Task requirements — Report the number of lines in the data below that hold "Drive", without any other words.
:: Data to use
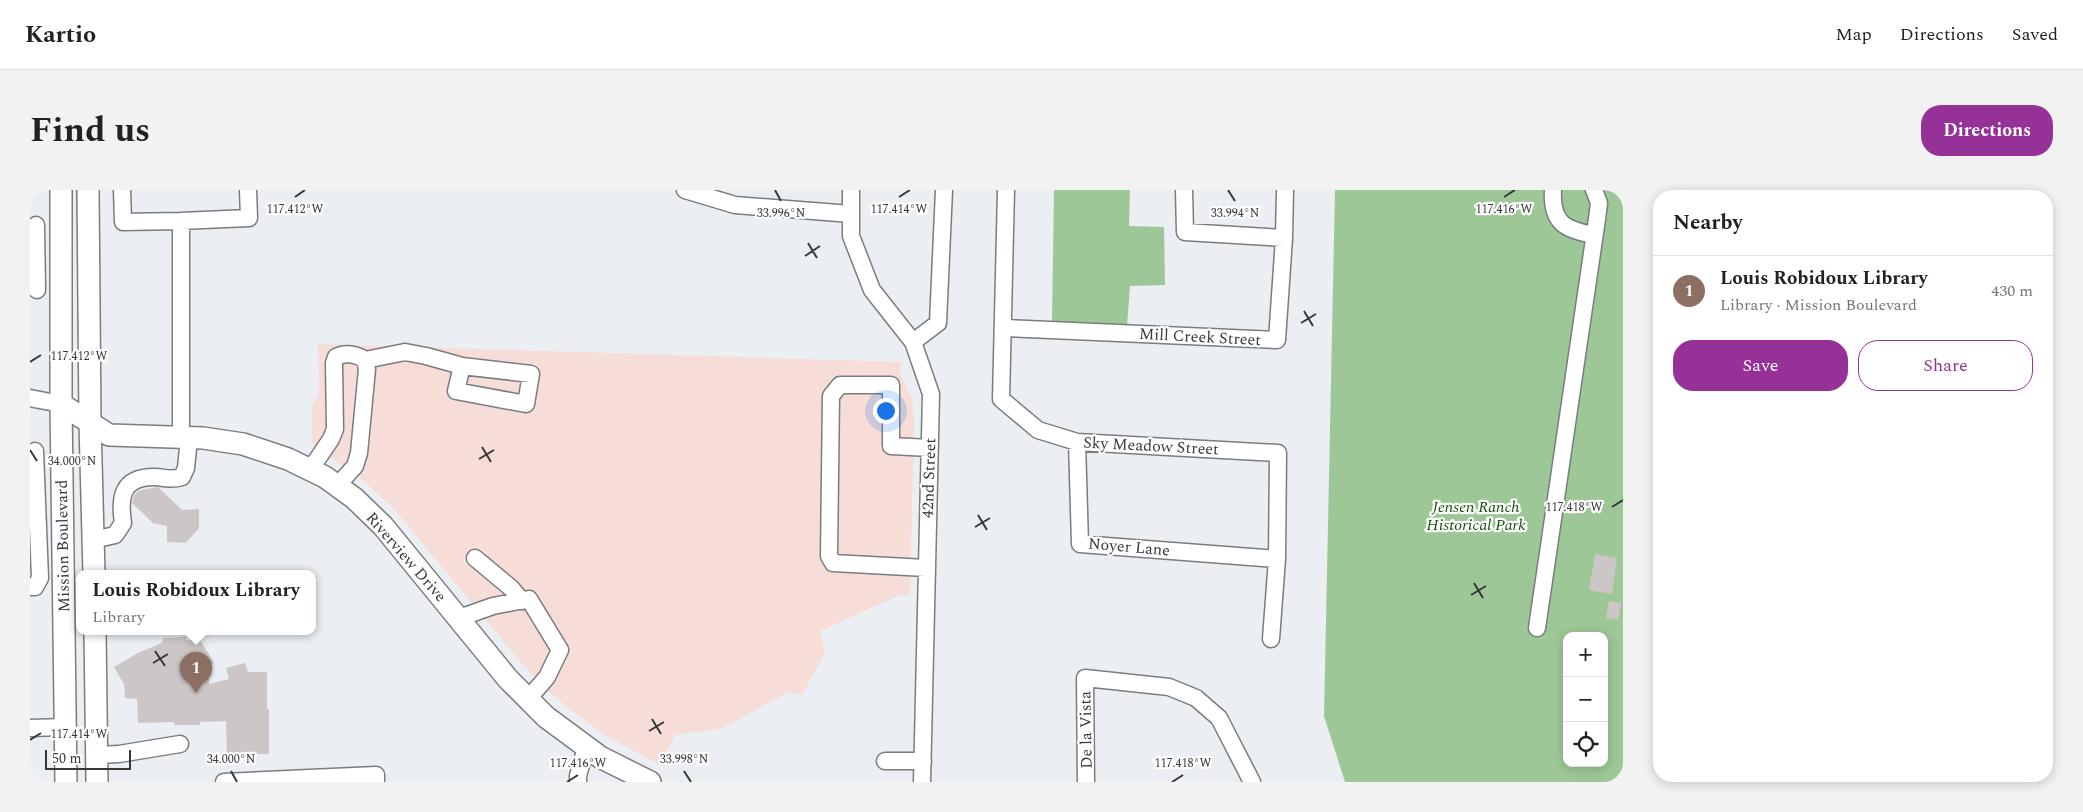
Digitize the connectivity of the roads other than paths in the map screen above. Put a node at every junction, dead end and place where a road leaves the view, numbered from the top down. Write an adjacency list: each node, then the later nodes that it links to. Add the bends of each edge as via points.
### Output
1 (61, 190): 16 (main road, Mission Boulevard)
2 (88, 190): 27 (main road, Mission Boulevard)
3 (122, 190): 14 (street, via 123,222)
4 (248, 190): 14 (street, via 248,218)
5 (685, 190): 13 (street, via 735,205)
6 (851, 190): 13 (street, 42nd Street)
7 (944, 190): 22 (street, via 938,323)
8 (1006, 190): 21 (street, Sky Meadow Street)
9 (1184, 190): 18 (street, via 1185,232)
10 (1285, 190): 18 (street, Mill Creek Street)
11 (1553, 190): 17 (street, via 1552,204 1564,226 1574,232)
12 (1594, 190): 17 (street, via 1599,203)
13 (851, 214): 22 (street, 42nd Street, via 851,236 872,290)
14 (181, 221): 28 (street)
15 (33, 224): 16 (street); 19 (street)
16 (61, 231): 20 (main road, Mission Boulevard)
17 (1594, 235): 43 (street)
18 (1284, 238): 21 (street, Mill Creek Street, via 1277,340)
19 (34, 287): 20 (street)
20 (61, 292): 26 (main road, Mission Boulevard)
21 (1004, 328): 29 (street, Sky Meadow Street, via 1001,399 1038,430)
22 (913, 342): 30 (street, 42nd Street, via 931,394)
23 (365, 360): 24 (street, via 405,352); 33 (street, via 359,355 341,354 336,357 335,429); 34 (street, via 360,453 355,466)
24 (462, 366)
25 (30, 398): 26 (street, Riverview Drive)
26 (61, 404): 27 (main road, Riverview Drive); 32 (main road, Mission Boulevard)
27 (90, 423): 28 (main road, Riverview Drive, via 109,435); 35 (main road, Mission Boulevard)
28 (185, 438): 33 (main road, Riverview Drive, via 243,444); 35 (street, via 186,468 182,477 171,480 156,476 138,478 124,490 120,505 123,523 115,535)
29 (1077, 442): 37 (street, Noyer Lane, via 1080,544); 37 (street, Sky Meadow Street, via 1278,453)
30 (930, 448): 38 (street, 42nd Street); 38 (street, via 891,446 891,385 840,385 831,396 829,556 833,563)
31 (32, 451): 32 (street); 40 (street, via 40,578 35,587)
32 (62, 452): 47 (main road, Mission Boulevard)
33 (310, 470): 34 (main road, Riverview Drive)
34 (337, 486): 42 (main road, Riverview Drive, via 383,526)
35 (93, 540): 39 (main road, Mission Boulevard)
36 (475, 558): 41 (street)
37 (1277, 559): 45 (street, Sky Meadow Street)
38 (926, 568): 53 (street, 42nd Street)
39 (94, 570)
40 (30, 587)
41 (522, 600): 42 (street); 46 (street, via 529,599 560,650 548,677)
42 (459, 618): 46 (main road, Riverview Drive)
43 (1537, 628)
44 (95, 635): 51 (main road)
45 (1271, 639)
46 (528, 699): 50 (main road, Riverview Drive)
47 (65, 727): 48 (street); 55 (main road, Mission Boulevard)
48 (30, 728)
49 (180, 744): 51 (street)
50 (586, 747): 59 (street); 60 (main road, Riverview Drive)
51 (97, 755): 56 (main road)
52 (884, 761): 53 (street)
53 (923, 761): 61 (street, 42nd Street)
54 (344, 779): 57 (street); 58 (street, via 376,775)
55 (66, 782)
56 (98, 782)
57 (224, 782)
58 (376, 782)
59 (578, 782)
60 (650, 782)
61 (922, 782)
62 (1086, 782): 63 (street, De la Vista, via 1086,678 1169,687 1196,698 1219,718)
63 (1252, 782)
::::
Solved problem — 9